[Aim of the exercise]: When you come to a picture, pass over it, and set down the entries below exactly.

■ ■ ■

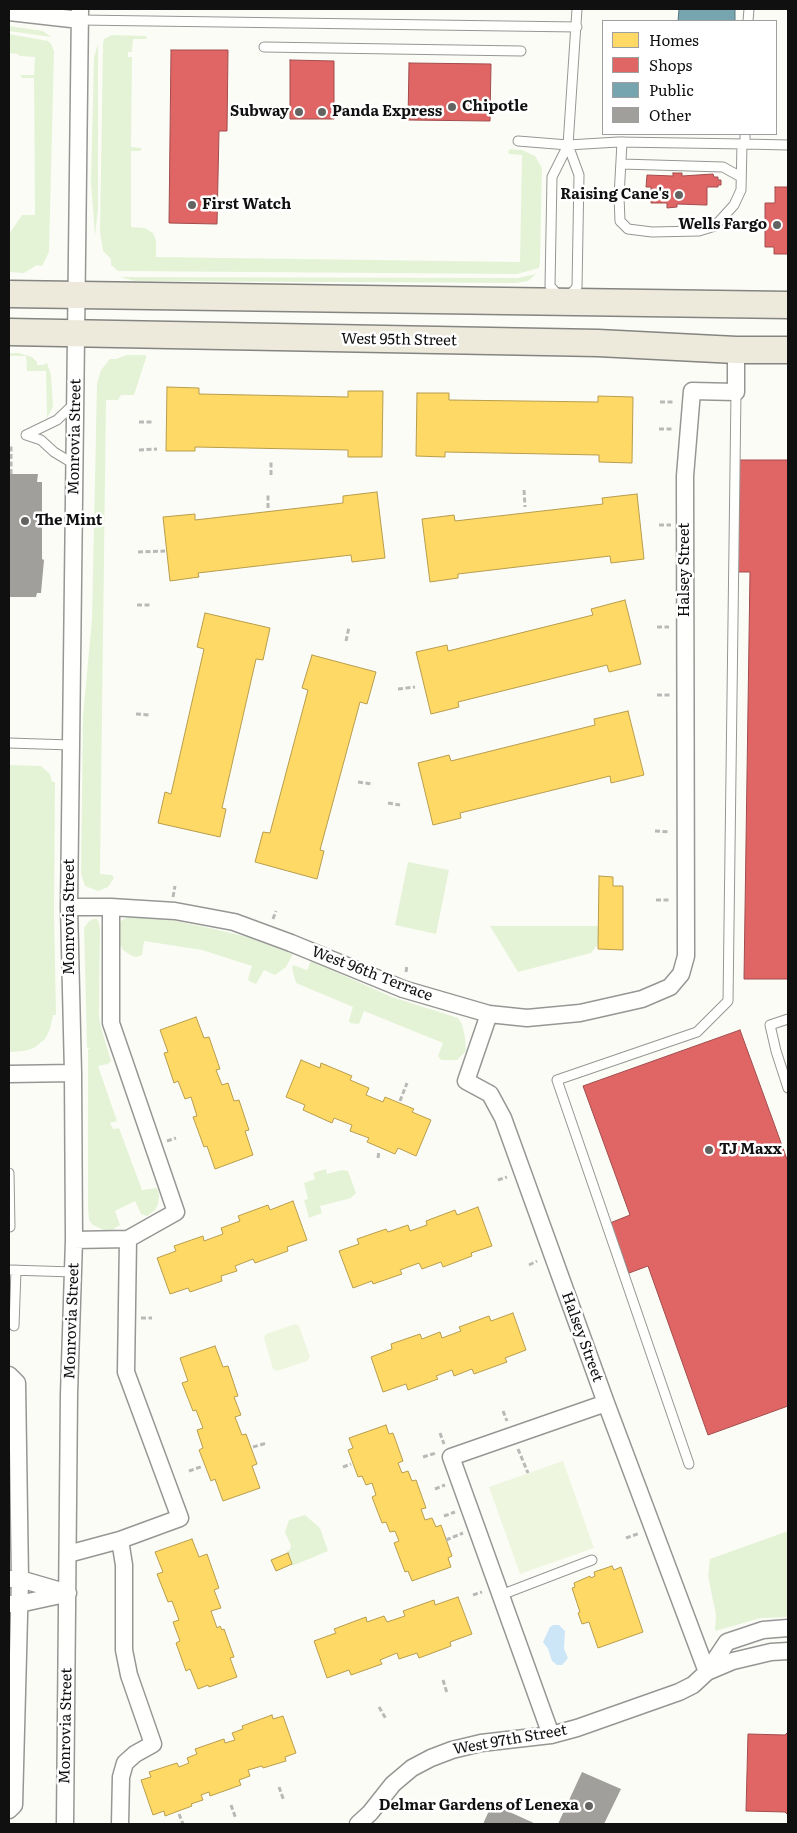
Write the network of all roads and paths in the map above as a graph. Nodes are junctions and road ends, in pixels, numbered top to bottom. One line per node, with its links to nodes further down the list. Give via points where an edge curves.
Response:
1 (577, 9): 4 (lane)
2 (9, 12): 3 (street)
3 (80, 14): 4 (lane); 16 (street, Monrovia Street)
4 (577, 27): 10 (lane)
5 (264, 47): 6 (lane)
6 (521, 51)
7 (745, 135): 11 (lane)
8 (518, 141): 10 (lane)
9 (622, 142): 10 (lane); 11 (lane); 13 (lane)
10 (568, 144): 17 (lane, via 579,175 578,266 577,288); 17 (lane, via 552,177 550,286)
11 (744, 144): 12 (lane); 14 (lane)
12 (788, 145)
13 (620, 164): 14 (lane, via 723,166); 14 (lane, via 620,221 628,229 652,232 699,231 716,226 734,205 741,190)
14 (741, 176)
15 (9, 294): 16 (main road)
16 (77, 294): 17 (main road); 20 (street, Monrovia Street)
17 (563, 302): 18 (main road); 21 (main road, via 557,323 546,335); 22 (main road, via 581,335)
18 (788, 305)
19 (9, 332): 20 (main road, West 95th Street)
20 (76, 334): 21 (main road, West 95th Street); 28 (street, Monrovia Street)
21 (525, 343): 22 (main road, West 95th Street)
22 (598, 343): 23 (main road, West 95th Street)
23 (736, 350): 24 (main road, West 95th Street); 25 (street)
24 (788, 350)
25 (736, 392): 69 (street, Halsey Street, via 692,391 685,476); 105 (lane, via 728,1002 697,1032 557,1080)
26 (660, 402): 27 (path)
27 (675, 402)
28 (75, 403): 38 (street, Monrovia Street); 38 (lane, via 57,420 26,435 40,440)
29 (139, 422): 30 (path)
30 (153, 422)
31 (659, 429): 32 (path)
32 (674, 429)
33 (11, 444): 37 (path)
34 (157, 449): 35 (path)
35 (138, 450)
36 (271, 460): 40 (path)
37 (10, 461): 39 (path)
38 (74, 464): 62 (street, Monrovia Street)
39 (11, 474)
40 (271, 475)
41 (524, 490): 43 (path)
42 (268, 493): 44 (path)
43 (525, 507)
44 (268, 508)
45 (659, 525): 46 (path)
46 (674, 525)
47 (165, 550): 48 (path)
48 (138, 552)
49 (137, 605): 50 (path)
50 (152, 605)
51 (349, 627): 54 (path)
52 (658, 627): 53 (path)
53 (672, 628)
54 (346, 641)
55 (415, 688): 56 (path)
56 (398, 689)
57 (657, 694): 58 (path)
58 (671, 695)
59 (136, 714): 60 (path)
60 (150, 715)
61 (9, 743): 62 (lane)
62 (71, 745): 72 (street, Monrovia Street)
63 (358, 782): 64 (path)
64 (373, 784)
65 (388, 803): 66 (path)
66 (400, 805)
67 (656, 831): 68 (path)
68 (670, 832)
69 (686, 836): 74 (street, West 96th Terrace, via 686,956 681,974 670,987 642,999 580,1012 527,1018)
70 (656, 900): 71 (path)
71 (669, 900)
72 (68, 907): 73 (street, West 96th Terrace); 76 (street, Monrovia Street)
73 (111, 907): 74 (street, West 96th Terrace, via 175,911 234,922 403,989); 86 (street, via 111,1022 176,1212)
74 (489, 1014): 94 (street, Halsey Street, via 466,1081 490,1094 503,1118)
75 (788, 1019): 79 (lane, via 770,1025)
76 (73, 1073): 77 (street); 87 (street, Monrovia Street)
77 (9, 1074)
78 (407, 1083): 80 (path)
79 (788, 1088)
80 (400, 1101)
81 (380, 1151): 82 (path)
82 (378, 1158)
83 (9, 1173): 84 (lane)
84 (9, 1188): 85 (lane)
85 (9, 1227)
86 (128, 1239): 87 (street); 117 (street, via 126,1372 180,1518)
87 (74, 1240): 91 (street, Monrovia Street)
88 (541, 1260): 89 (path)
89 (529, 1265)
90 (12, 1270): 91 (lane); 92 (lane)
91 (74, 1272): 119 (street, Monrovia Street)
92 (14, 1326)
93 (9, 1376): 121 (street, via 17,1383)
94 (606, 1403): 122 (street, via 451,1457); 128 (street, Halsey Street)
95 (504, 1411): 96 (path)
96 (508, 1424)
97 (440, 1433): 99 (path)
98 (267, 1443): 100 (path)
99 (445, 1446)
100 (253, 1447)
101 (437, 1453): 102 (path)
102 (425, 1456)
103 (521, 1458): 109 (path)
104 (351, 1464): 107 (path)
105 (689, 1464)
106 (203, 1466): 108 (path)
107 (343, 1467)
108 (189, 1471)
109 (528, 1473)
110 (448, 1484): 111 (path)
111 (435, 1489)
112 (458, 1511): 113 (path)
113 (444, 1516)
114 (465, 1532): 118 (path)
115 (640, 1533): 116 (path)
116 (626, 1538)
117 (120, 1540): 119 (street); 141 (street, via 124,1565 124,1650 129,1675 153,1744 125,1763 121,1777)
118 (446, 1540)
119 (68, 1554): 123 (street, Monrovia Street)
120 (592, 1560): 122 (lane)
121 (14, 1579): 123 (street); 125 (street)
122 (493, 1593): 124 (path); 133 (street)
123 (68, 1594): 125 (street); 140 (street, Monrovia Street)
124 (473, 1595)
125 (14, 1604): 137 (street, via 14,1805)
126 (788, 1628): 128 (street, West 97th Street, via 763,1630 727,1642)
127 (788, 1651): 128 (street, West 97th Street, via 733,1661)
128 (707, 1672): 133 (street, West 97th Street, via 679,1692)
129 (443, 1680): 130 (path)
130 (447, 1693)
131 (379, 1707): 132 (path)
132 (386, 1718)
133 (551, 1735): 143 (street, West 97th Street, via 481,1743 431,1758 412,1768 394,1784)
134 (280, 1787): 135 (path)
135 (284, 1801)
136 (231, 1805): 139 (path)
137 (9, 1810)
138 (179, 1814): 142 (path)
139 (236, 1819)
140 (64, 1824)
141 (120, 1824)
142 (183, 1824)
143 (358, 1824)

■ ■ ■

[Solution for this exercise]:
Write the network of all roads and paths in the map above as a graph. Nodes are junctions and road ends, in pixels, numbered top to bottom. One line per node, with its links to nodes further down the list. Give via points where an edge curves.
Response:
1 (577, 9): 4 (lane)
2 (9, 12): 3 (street)
3 (80, 14): 4 (lane); 16 (street, Monrovia Street)
4 (577, 27): 10 (lane)
5 (264, 47): 6 (lane)
6 (521, 51)
7 (745, 135): 11 (lane)
8 (518, 141): 10 (lane)
9 (622, 142): 10 (lane); 11 (lane); 13 (lane)
10 (568, 144): 17 (lane, via 579,175 578,266 577,288); 17 (lane, via 552,177 550,286)
11 (744, 144): 12 (lane); 14 (lane)
12 (788, 145)
13 (620, 164): 14 (lane, via 723,166); 14 (lane, via 620,221 628,229 652,232 699,231 716,226 734,205 741,190)
14 (741, 176)
15 (9, 294): 16 (main road)
16 (77, 294): 17 (main road); 20 (street, Monrovia Street)
17 (563, 302): 18 (main road); 21 (main road, via 557,323 546,335); 22 (main road, via 581,335)
18 (788, 305)
19 (9, 332): 20 (main road, West 95th Street)
20 (76, 334): 21 (main road, West 95th Street); 28 (street, Monrovia Street)
21 (525, 343): 22 (main road, West 95th Street)
22 (598, 343): 23 (main road, West 95th Street)
23 (736, 350): 24 (main road, West 95th Street); 25 (street)
24 (788, 350)
25 (736, 392): 69 (street, Halsey Street, via 692,391 685,476); 105 (lane, via 728,1002 697,1032 557,1080)
26 (660, 402): 27 (path)
27 (675, 402)
28 (75, 403): 38 (street, Monrovia Street); 38 (lane, via 57,420 26,435 40,440)
29 (139, 422): 30 (path)
30 (153, 422)
31 (659, 429): 32 (path)
32 (674, 429)
33 (11, 444): 37 (path)
34 (157, 449): 35 (path)
35 (138, 450)
36 (271, 460): 40 (path)
37 (10, 461): 39 (path)
38 (74, 464): 62 (street, Monrovia Street)
39 (11, 474)
40 (271, 475)
41 (524, 490): 43 (path)
42 (268, 493): 44 (path)
43 (525, 507)
44 (268, 508)
45 (659, 525): 46 (path)
46 (674, 525)
47 (165, 550): 48 (path)
48 (138, 552)
49 (137, 605): 50 (path)
50 (152, 605)
51 (349, 627): 54 (path)
52 (658, 627): 53 (path)
53 (672, 628)
54 (346, 641)
55 (415, 688): 56 (path)
56 (398, 689)
57 (657, 694): 58 (path)
58 (671, 695)
59 (136, 714): 60 (path)
60 (150, 715)
61 (9, 743): 62 (lane)
62 (71, 745): 72 (street, Monrovia Street)
63 (358, 782): 64 (path)
64 (373, 784)
65 (388, 803): 66 (path)
66 (400, 805)
67 (656, 831): 68 (path)
68 (670, 832)
69 (686, 836): 74 (street, West 96th Terrace, via 686,956 681,974 670,987 642,999 580,1012 527,1018)
70 (656, 900): 71 (path)
71 (669, 900)
72 (68, 907): 73 (street, West 96th Terrace); 76 (street, Monrovia Street)
73 (111, 907): 74 (street, West 96th Terrace, via 175,911 234,922 403,989); 86 (street, via 111,1022 176,1212)
74 (489, 1014): 94 (street, Halsey Street, via 466,1081 490,1094 503,1118)
75 (788, 1019): 79 (lane, via 770,1025)
76 (73, 1073): 77 (street); 87 (street, Monrovia Street)
77 (9, 1074)
78 (407, 1083): 80 (path)
79 (788, 1088)
80 (400, 1101)
81 (380, 1151): 82 (path)
82 (378, 1158)
83 (9, 1173): 84 (lane)
84 (9, 1188): 85 (lane)
85 (9, 1227)
86 (128, 1239): 87 (street); 117 (street, via 126,1372 180,1518)
87 (74, 1240): 91 (street, Monrovia Street)
88 (541, 1260): 89 (path)
89 (529, 1265)
90 (12, 1270): 91 (lane); 92 (lane)
91 (74, 1272): 119 (street, Monrovia Street)
92 (14, 1326)
93 (9, 1376): 121 (street, via 17,1383)
94 (606, 1403): 122 (street, via 451,1457); 128 (street, Halsey Street)
95 (504, 1411): 96 (path)
96 (508, 1424)
97 (440, 1433): 99 (path)
98 (267, 1443): 100 (path)
99 (445, 1446)
100 (253, 1447)
101 (437, 1453): 102 (path)
102 (425, 1456)
103 (521, 1458): 109 (path)
104 (351, 1464): 107 (path)
105 (689, 1464)
106 (203, 1466): 108 (path)
107 (343, 1467)
108 (189, 1471)
109 (528, 1473)
110 (448, 1484): 111 (path)
111 (435, 1489)
112 (458, 1511): 113 (path)
113 (444, 1516)
114 (465, 1532): 118 (path)
115 (640, 1533): 116 (path)
116 (626, 1538)
117 (120, 1540): 119 (street); 141 (street, via 124,1565 124,1650 129,1675 153,1744 125,1763 121,1777)
118 (446, 1540)
119 (68, 1554): 123 (street, Monrovia Street)
120 (592, 1560): 122 (lane)
121 (14, 1579): 123 (street); 125 (street)
122 (493, 1593): 124 (path); 133 (street)
123 (68, 1594): 125 (street); 140 (street, Monrovia Street)
124 (473, 1595)
125 (14, 1604): 137 (street, via 14,1805)
126 (788, 1628): 128 (street, West 97th Street, via 763,1630 727,1642)
127 (788, 1651): 128 (street, West 97th Street, via 733,1661)
128 (707, 1672): 133 (street, West 97th Street, via 679,1692)
129 (443, 1680): 130 (path)
130 (447, 1693)
131 (379, 1707): 132 (path)
132 (386, 1718)
133 (551, 1735): 143 (street, West 97th Street, via 481,1743 431,1758 412,1768 394,1784)
134 (280, 1787): 135 (path)
135 (284, 1801)
136 (231, 1805): 139 (path)
137 (9, 1810)
138 (179, 1814): 142 (path)
139 (236, 1819)
140 (64, 1824)
141 (120, 1824)
142 (183, 1824)
143 (358, 1824)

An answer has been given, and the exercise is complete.